▸ **What you need to do**
Go through the entries below and retype them exactly, omitting each picture.

-------- Source material --------

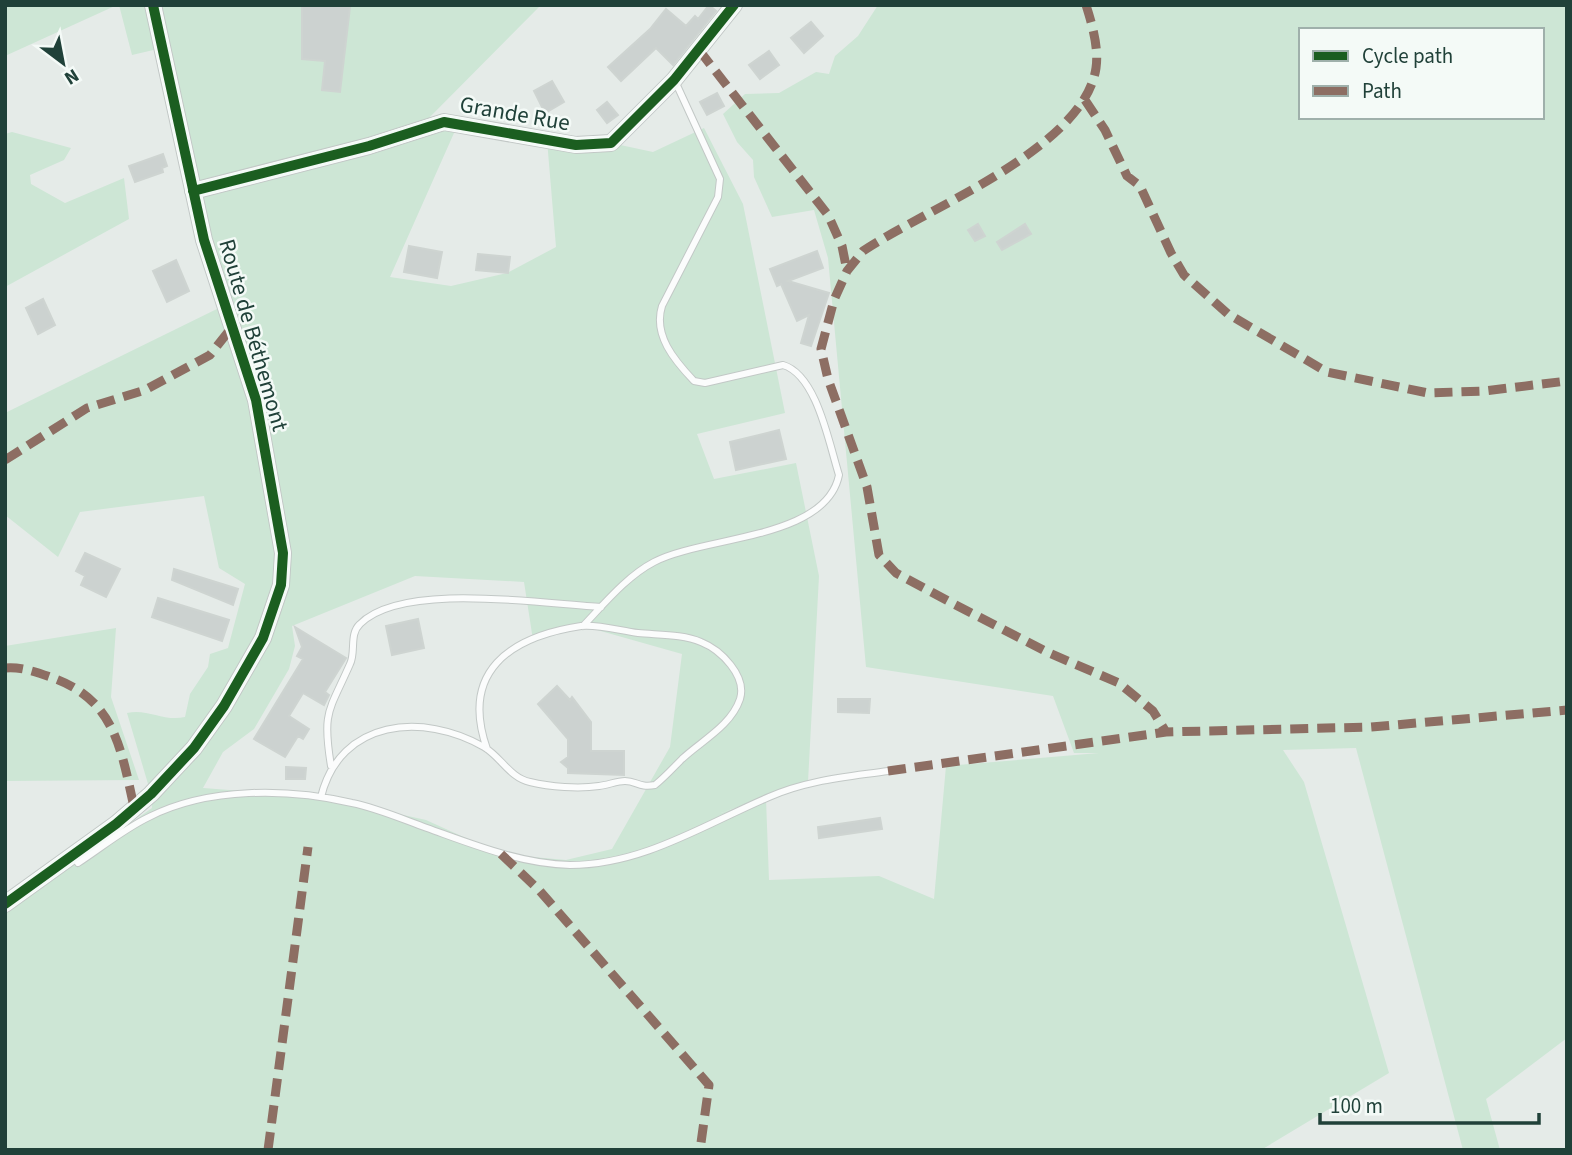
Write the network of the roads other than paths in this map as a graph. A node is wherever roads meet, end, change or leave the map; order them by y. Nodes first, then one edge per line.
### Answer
1 (153, 5) edge
2 (734, 5) edge
3 (674, 80) junction
4 (193, 191) junction
5 (601, 607) junction
6 (583, 626) junction
7 (487, 749) junction
8 (331, 766) junction
9 (888, 771) dead end
10 (321, 797) junction
11 (75, 855) junction
12 (5, 904) edge

1 - 4 street, Route de Béthemont
2 - 3 street, Grande Rue
3 - 4 street, Grande Rue
3 - 5 lane
4 - 11 street, Route de Béthemont
5 - 6 lane
5 - 8 lane
6 - 7 lane
6 - 7 lane
7 - 8 lane
8 - 10 lane
9 - 10 lane
10 - 11 lane
11 - 12 street, Route de Béthemont

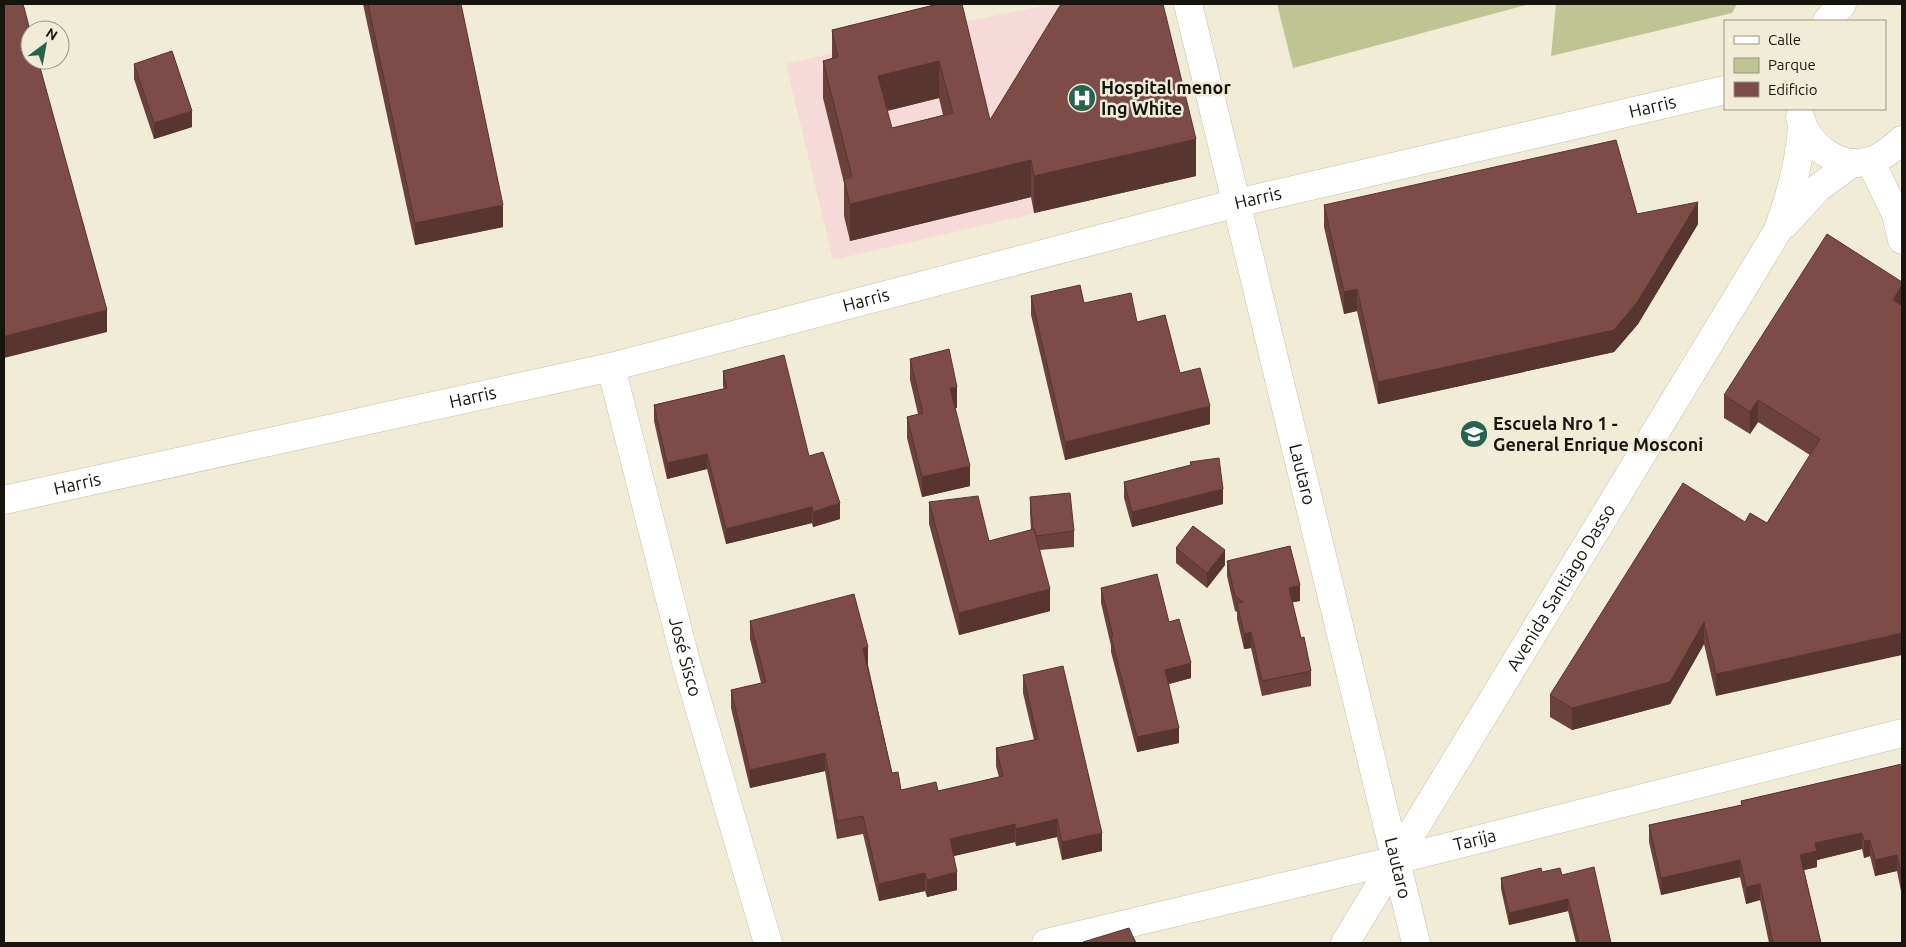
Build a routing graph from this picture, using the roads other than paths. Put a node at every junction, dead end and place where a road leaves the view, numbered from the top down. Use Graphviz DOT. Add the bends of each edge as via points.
graph roads {
  1 [pos="1188,4"];
  2 [pos="1842,4"];
  3 [pos="1828,20"];
  4 [pos="1724,90"];
  5 [pos="1800,117"];
  6 [pos="1902,140"];
  7 [pos="1861,162"];
  8 [pos="1237,203"];
  9 [pos="1777,232"];
  10 [pos="1902,240"];
  11 [pos="610,368"];
  12 [pos="4,500"];
  13 [pos="1902,733"];
  14 [pos="1396,860"];
  15 [pos="768,943"];
  16 [pos="1046,943"];
  17 [pos="1345,943"];
  18 [pos="1416,943"];
  1 -- 8 [label="street, Lautaro"];
  2 -- 3 [label="street"];
  4 -- 8 [label="street, Harris"];
  5 -- 7 [label="street, Avenida Santiago Dasso" via="1820,150 1835,158"];
  5 -- 9 [label="street, Avenida Santiago Dasso" via="1801,152"];
  6 -- 7 [label="street, Avenida Santiago Dasso" via="1885,154"];
  7 -- 9 [label="street, Avenida Santiago Dasso" via="1818,188"];
  7 -- 10 [label="street" via="1896,214"];
  8 -- 11 [label="street, Harris"];
  8 -- 14 [label="street, Lautaro"];
  9 -- 14 [label="street, Avenida Santiago Dasso"];
  11 -- 12 [label="street, Harris"];
  11 -- 15 [label="street, José Sisco" via="687,666"];
  13 -- 14 [label="street, Tarija"];
  14 -- 16 [label="street, Tarija"];
  14 -- 17 [label="street, Avenida Santiago Dasso"];
  14 -- 18 [label="street, Lautaro"];
}
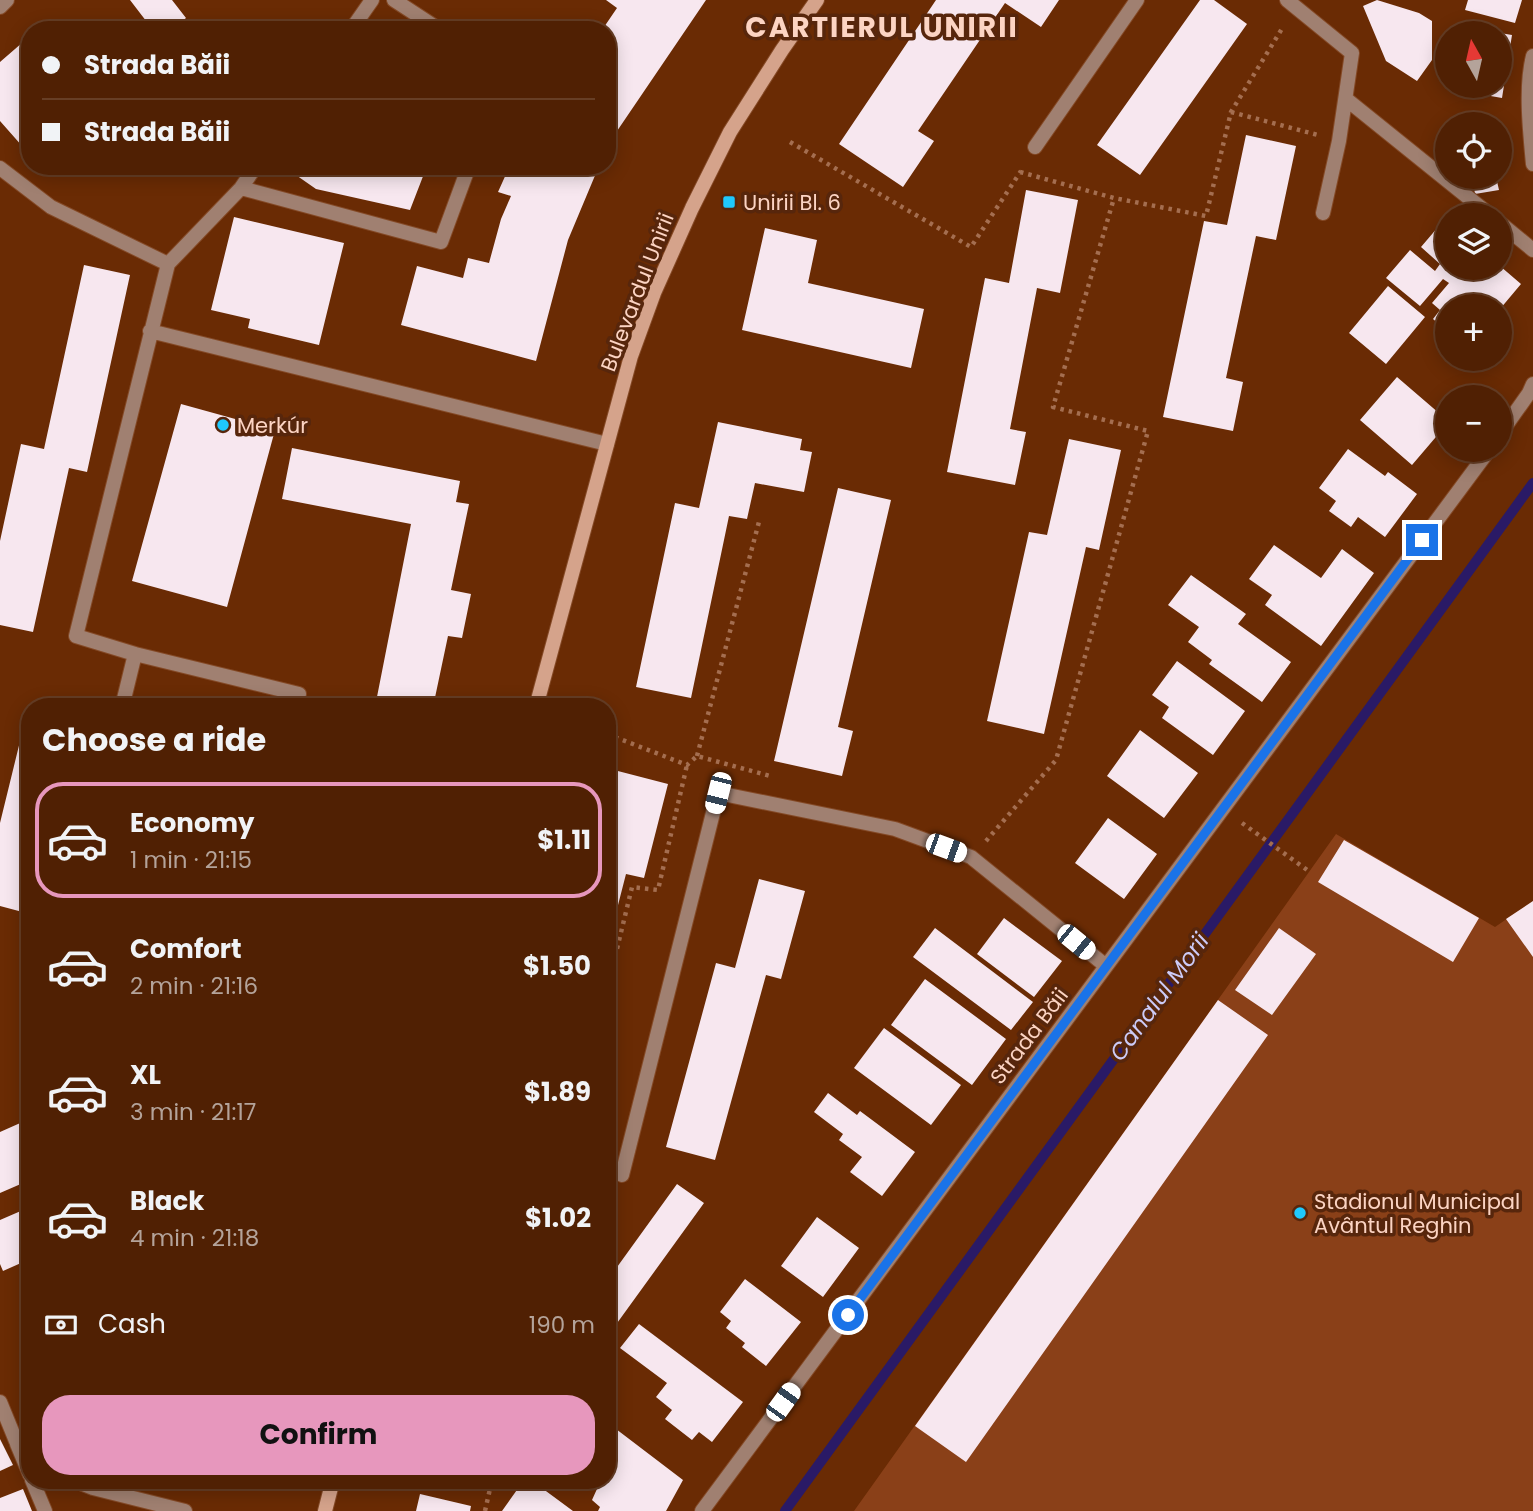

--------

▸ **Response to this task**
Write the network of the roads other than paths in this map as a graph. A node is wherever roads meet, end, change or leave the map; order them by y. Nodes first, then one edge per line.
### Answer
1 (153, 5) edge
2 (734, 5) edge
3 (674, 80) junction
4 (193, 191) junction
5 (601, 607) junction
6 (583, 626) junction
7 (487, 749) junction
8 (331, 766) junction
9 (888, 771) dead end
10 (321, 797) junction
11 (75, 855) junction
12 (5, 904) edge

1 - 4 street, Route de Béthemont
2 - 3 street, Grande Rue
3 - 4 street, Grande Rue
3 - 5 lane
4 - 11 street, Route de Béthemont
5 - 6 lane
5 - 8 lane
6 - 7 lane
6 - 7 lane
7 - 8 lane
8 - 10 lane
9 - 10 lane
10 - 11 lane
11 - 12 street, Route de Béthemont

Build a routing graph from this picture, using the roads other than paths. Put a node at every junction, dead end and place where a road leaves the view, numbered from the top down. Use Graphviz DOT. Add the bends of each edge as via points.
graph roads {
  1 [pos="1188,4"];
  2 [pos="1842,4"];
  3 [pos="1828,20"];
  4 [pos="1724,90"];
  5 [pos="1800,117"];
  6 [pos="1902,140"];
  7 [pos="1861,162"];
  8 [pos="1237,203"];
  9 [pos="1777,232"];
  10 [pos="1902,240"];
  11 [pos="610,368"];
  12 [pos="4,500"];
  13 [pos="1902,733"];
  14 [pos="1396,860"];
  15 [pos="768,943"];
  16 [pos="1046,943"];
  17 [pos="1345,943"];
  18 [pos="1416,943"];
  1 -- 8 [label="street, Lautaro"];
  2 -- 3 [label="street"];
  4 -- 8 [label="street, Harris"];
  5 -- 7 [label="street, Avenida Santiago Dasso" via="1820,150 1835,158"];
  5 -- 9 [label="street, Avenida Santiago Dasso" via="1801,152"];
  6 -- 7 [label="street, Avenida Santiago Dasso" via="1885,154"];
  7 -- 9 [label="street, Avenida Santiago Dasso" via="1818,188"];
  7 -- 10 [label="street" via="1896,214"];
  8 -- 11 [label="street, Harris"];
  8 -- 14 [label="street, Lautaro"];
  9 -- 14 [label="street, Avenida Santiago Dasso"];
  11 -- 12 [label="street, Harris"];
  11 -- 15 [label="street, José Sisco" via="687,666"];
  13 -- 14 [label="street, Tarija"];
  14 -- 16 [label="street, Tarija"];
  14 -- 17 [label="street, Avenida Santiago Dasso"];
  14 -- 18 [label="street, Lautaro"];
}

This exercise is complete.